* _Work instructions_:
Find the lines of data that contain the string "lane", then list them.

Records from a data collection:
----
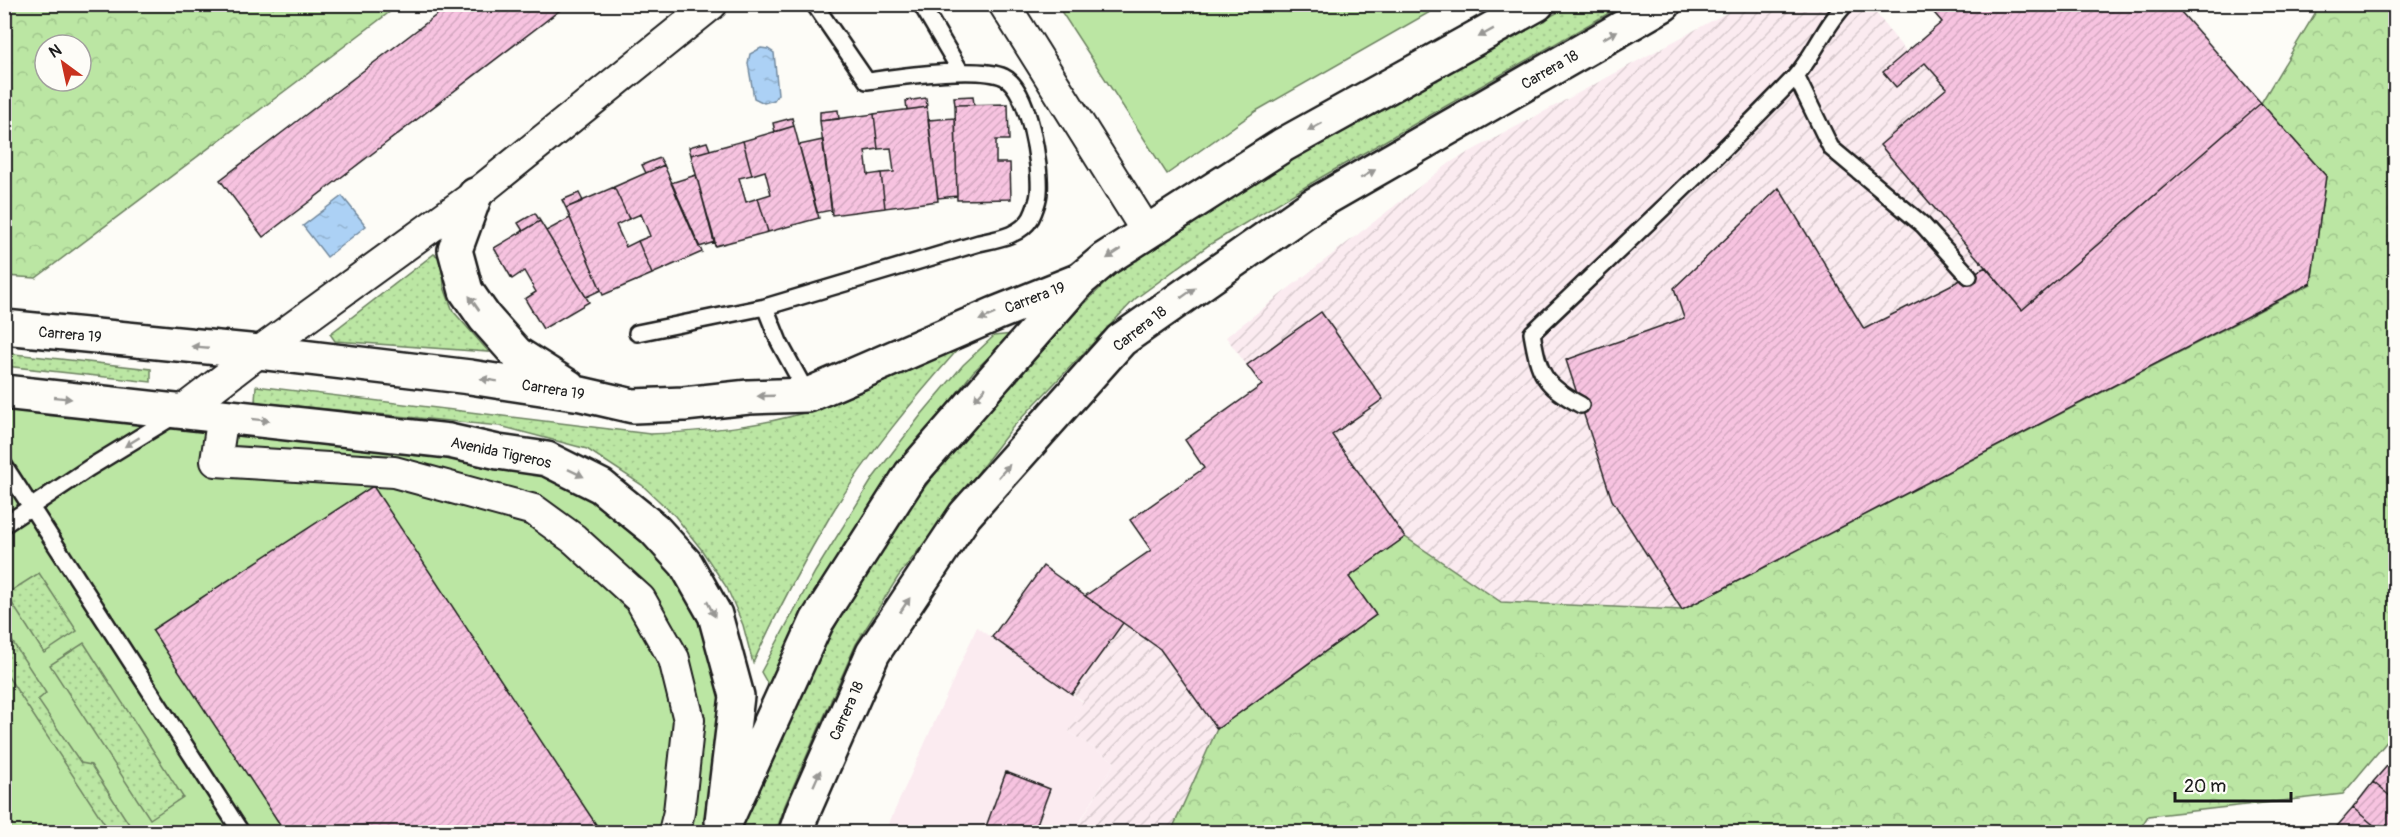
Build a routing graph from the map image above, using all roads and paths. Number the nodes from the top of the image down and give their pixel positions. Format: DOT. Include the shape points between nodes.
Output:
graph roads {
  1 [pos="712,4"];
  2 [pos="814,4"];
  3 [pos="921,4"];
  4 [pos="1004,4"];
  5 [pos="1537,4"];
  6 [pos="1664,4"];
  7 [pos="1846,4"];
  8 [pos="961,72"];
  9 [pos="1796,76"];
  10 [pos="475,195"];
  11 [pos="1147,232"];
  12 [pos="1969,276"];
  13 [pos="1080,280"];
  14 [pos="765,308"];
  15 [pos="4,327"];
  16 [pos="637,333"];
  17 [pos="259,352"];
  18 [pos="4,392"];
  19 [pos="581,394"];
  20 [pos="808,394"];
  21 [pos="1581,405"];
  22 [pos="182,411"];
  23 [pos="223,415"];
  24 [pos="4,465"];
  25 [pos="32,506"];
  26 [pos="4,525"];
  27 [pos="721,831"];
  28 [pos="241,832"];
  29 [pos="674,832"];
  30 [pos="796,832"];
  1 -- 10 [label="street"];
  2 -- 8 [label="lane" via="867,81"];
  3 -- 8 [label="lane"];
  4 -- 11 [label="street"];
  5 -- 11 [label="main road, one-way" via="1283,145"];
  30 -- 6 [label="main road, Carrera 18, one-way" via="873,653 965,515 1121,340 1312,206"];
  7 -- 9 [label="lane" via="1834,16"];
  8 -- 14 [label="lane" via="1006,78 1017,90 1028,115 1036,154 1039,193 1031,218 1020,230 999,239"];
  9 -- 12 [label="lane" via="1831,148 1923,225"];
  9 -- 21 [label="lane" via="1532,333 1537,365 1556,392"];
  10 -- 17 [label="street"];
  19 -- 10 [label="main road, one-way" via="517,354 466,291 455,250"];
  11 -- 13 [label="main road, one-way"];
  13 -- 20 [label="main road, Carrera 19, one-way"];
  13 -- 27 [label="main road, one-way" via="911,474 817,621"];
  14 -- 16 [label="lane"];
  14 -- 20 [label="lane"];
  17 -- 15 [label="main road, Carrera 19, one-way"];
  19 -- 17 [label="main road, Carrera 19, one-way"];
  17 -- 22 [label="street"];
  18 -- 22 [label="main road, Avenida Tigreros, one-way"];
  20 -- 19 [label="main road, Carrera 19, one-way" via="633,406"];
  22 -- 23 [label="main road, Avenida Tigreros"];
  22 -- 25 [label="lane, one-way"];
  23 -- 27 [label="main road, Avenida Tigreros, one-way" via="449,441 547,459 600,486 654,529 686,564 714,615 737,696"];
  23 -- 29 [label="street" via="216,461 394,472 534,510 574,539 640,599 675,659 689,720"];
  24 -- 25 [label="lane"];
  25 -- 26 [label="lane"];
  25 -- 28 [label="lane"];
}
----
* _Exercise response_:
  2 -- 8 [label="lane" via="867,81"];
  3 -- 8 [label="lane"];
  7 -- 9 [label="lane" via="1834,16"];
  8 -- 14 [label="lane" via="1006,78 1017,90 1028,115 1036,154 1039,193 1031,218 1020,230 999,239"];
  9 -- 12 [label="lane" via="1831,148 1923,225"];
  9 -- 21 [label="lane" via="1532,333 1537,365 1556,392"];
  14 -- 16 [label="lane"];
  14 -- 20 [label="lane"];
  22 -- 25 [label="lane, one-way"];
  24 -- 25 [label="lane"];
  25 -- 26 [label="lane"];
  25 -- 28 [label="lane"];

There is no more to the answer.